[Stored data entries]

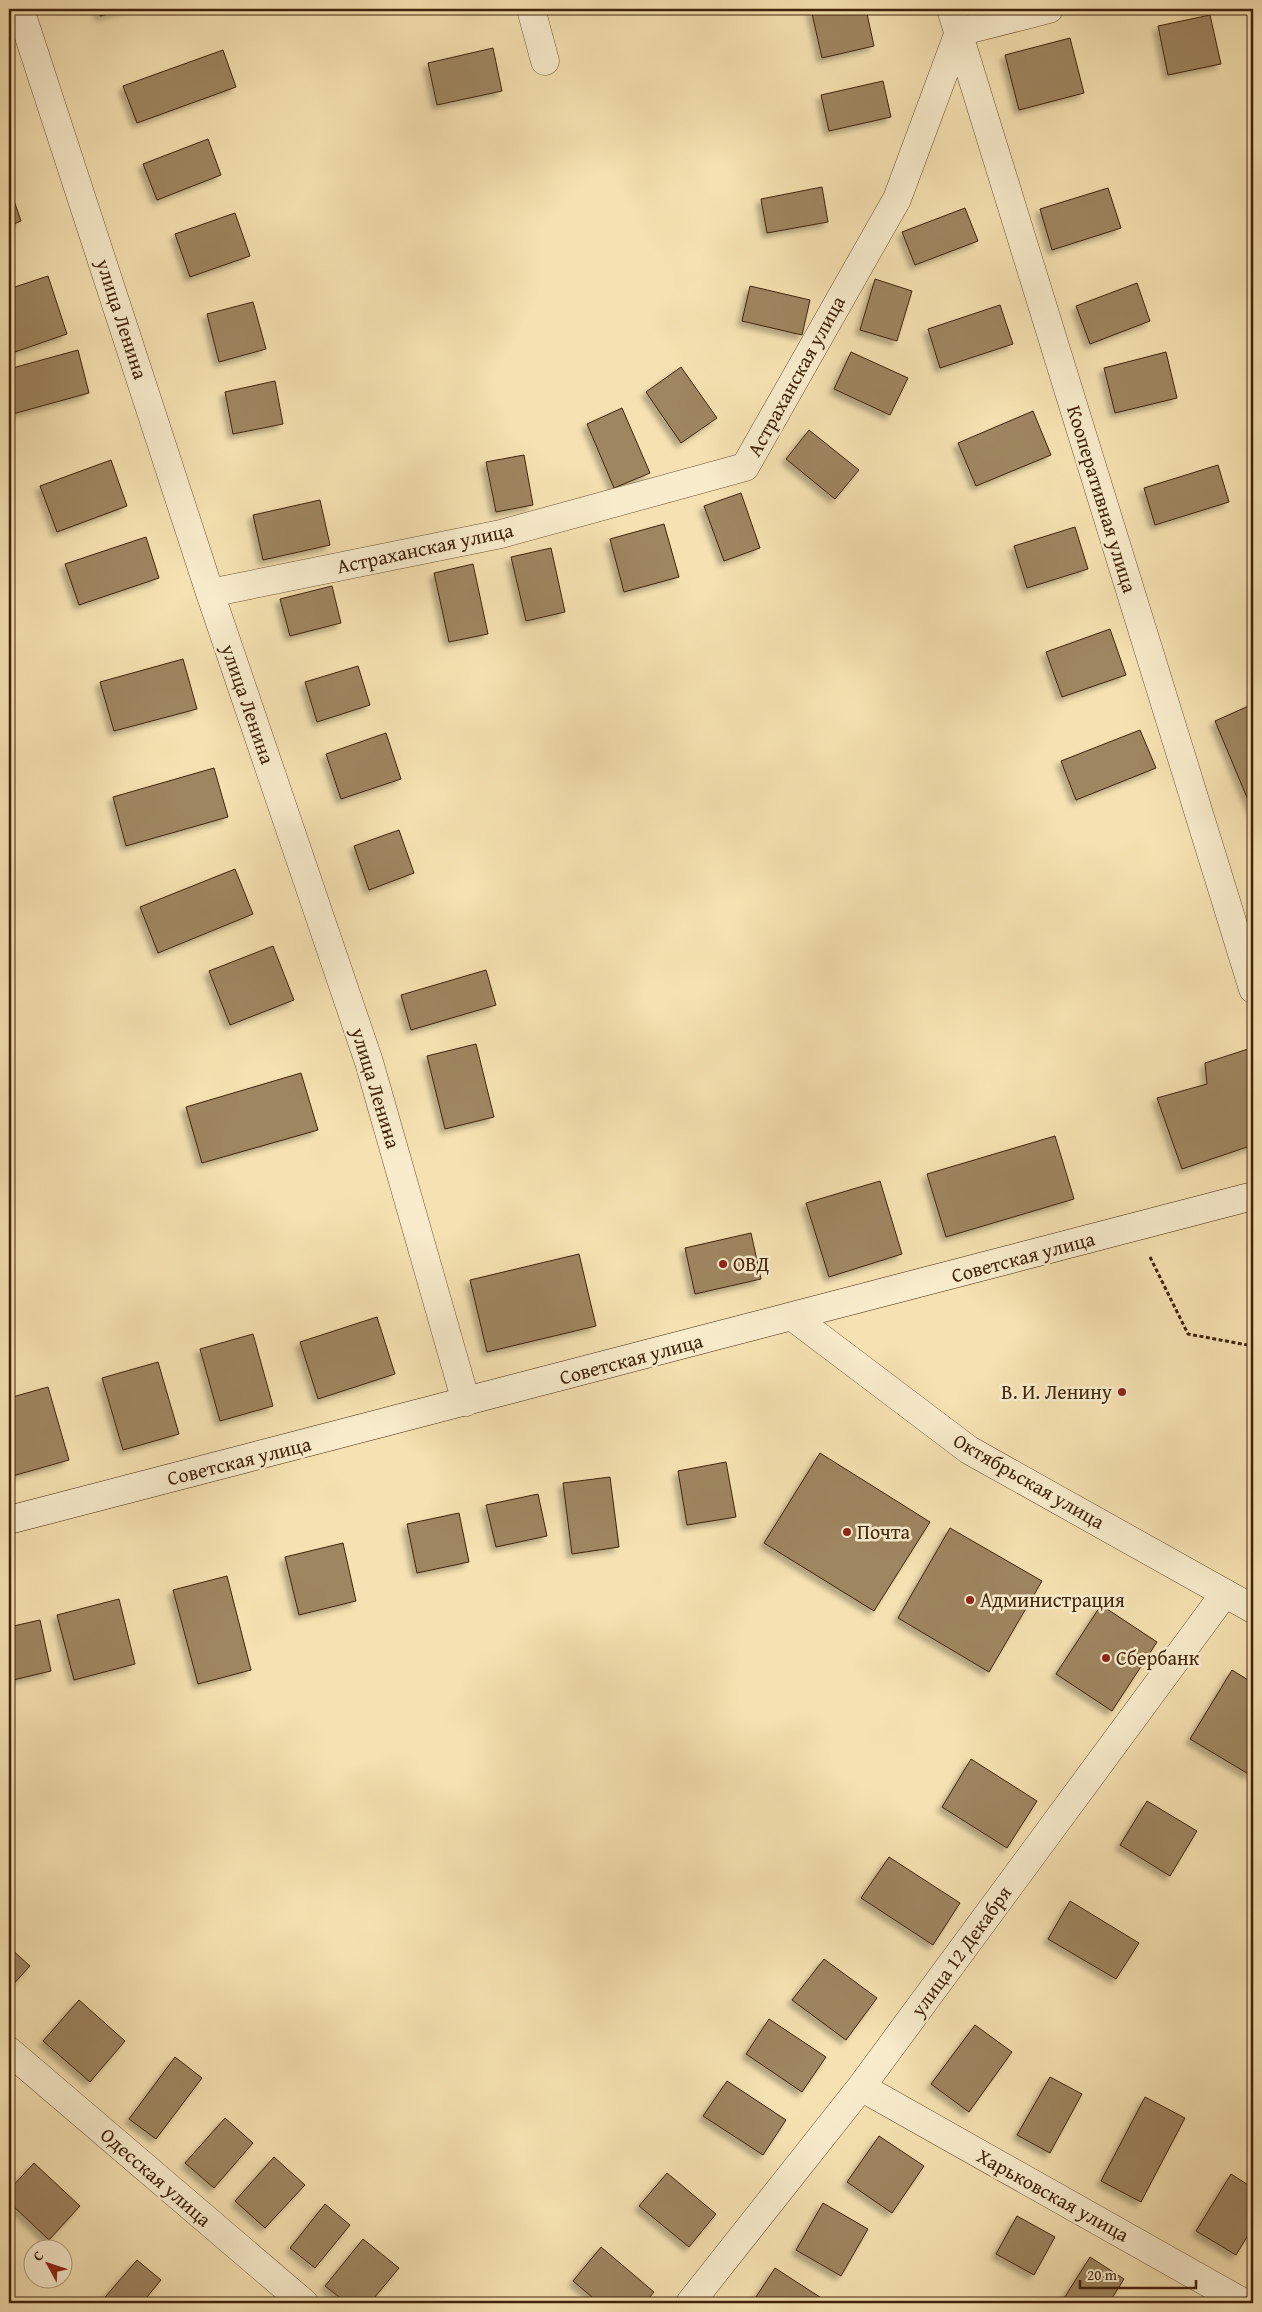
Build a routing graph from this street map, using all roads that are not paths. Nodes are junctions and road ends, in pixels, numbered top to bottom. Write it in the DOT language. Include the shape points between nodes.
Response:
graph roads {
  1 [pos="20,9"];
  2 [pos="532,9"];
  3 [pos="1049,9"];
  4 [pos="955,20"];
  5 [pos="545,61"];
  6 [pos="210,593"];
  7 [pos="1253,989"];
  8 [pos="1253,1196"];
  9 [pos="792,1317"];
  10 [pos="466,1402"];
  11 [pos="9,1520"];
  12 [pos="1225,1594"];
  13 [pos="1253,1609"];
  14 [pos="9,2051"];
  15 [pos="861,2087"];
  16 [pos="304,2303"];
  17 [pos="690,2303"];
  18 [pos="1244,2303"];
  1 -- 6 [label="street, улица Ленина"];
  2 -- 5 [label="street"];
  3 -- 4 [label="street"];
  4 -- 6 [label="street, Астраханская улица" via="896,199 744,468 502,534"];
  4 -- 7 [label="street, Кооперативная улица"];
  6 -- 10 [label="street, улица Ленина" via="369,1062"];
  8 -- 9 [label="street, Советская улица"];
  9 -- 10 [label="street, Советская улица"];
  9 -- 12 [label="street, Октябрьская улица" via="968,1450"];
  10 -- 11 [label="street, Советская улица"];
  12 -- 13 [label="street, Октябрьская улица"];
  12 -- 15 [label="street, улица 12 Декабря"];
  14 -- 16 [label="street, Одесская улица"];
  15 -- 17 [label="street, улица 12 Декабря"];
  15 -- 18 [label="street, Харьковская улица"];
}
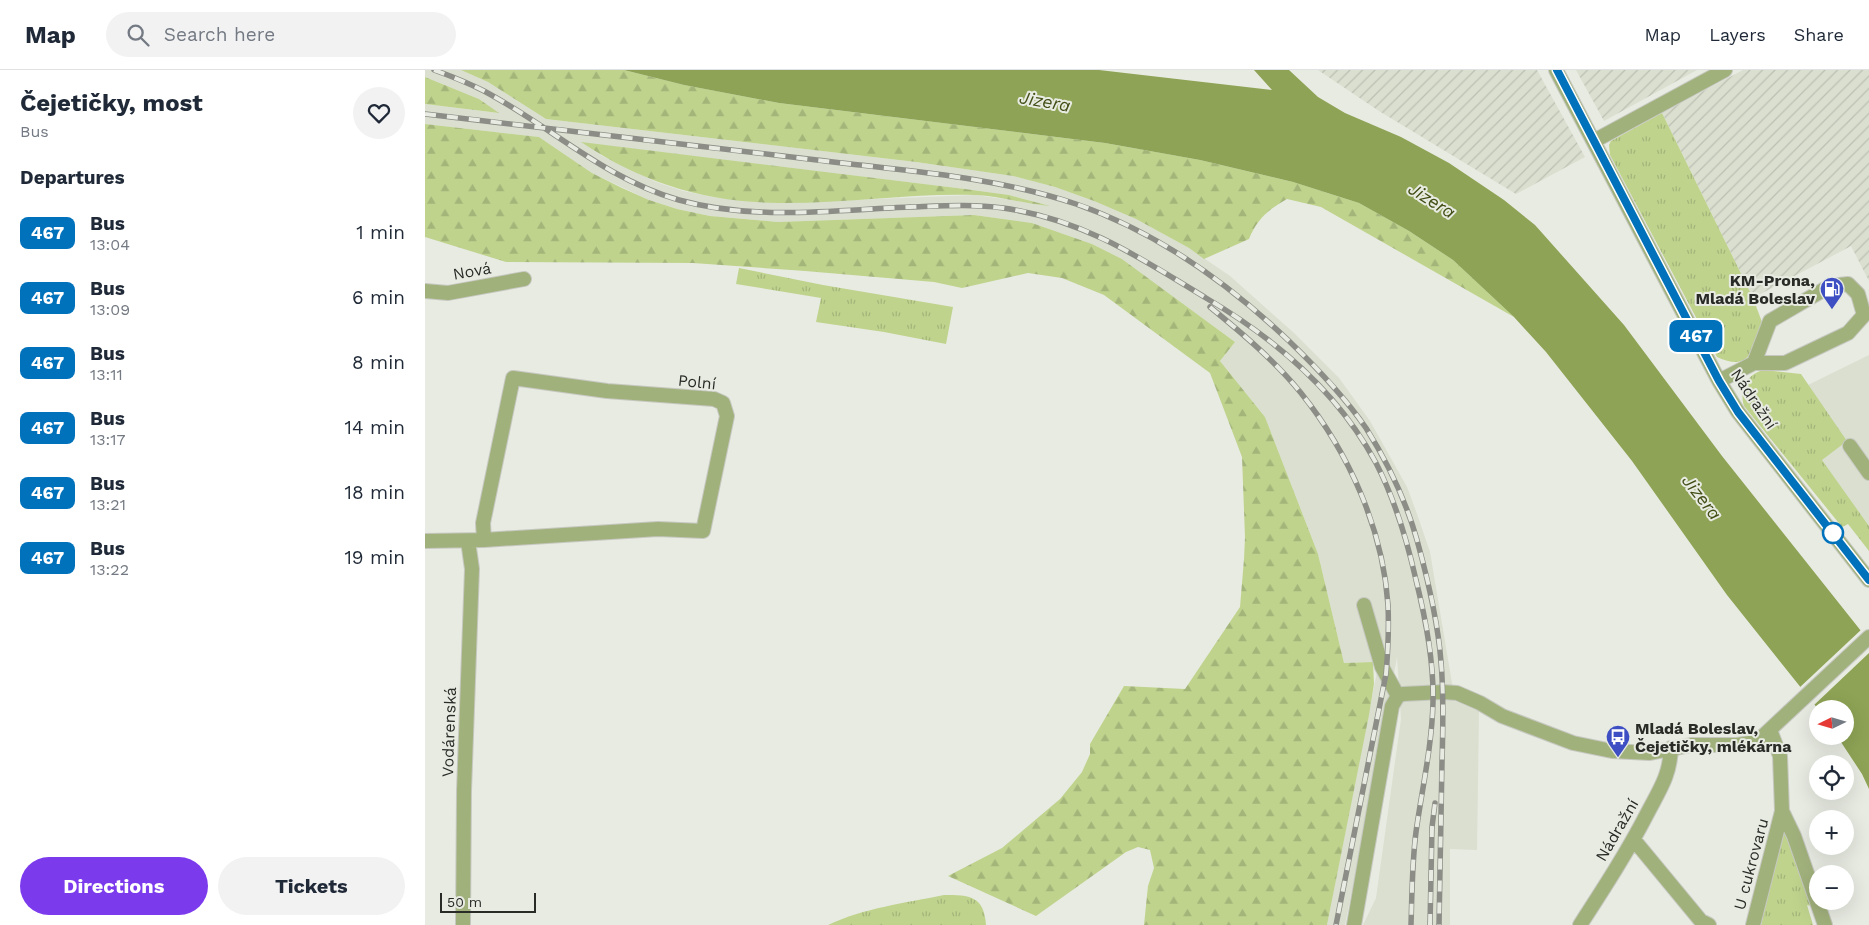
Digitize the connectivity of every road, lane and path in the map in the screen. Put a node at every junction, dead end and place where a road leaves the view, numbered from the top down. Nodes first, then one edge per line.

PROBLEM DESCRIPTION:
Return all the lines above exactly; none of the pictures should appear.

RESULT FOR THIS EXERCISE:
Build a routing graph from this street map, using all roads that are not paths. Nodes are junctions and road ends, in pixels, numbered top to bottom. Write it in the DOT language. Include the shape points between nodes.
Response:
graph roads {
  1 [pos="20,9"];
  2 [pos="532,9"];
  3 [pos="1049,9"];
  4 [pos="955,20"];
  5 [pos="545,61"];
  6 [pos="210,593"];
  7 [pos="1253,989"];
  8 [pos="1253,1196"];
  9 [pos="792,1317"];
  10 [pos="466,1402"];
  11 [pos="9,1520"];
  12 [pos="1225,1594"];
  13 [pos="1253,1609"];
  14 [pos="9,2051"];
  15 [pos="861,2087"];
  16 [pos="304,2303"];
  17 [pos="690,2303"];
  18 [pos="1244,2303"];
  1 -- 6 [label="street, улица Ленина"];
  2 -- 5 [label="street"];
  3 -- 4 [label="street"];
  4 -- 6 [label="street, Астраханская улица" via="896,199 744,468 502,534"];
  4 -- 7 [label="street, Кооперативная улица"];
  6 -- 10 [label="street, улица Ленина" via="369,1062"];
  8 -- 9 [label="street, Советская улица"];
  9 -- 10 [label="street, Советская улица"];
  9 -- 12 [label="street, Октябрьская улица" via="968,1450"];
  10 -- 11 [label="street, Советская улица"];
  12 -- 13 [label="street, Октябрьская улица"];
  12 -- 15 [label="street, улица 12 Декабря"];
  14 -- 16 [label="street, Одесская улица"];
  15 -- 17 [label="street, улица 12 Декабря"];
  15 -- 18 [label="street, Харьковская улица"];
}
Digitize the connectivity of every road, lane and path in the map in the screen. Put a node at every junction, dead end and place where a road leaves the view, numbered from the top down. Nodes first, then one edge per line.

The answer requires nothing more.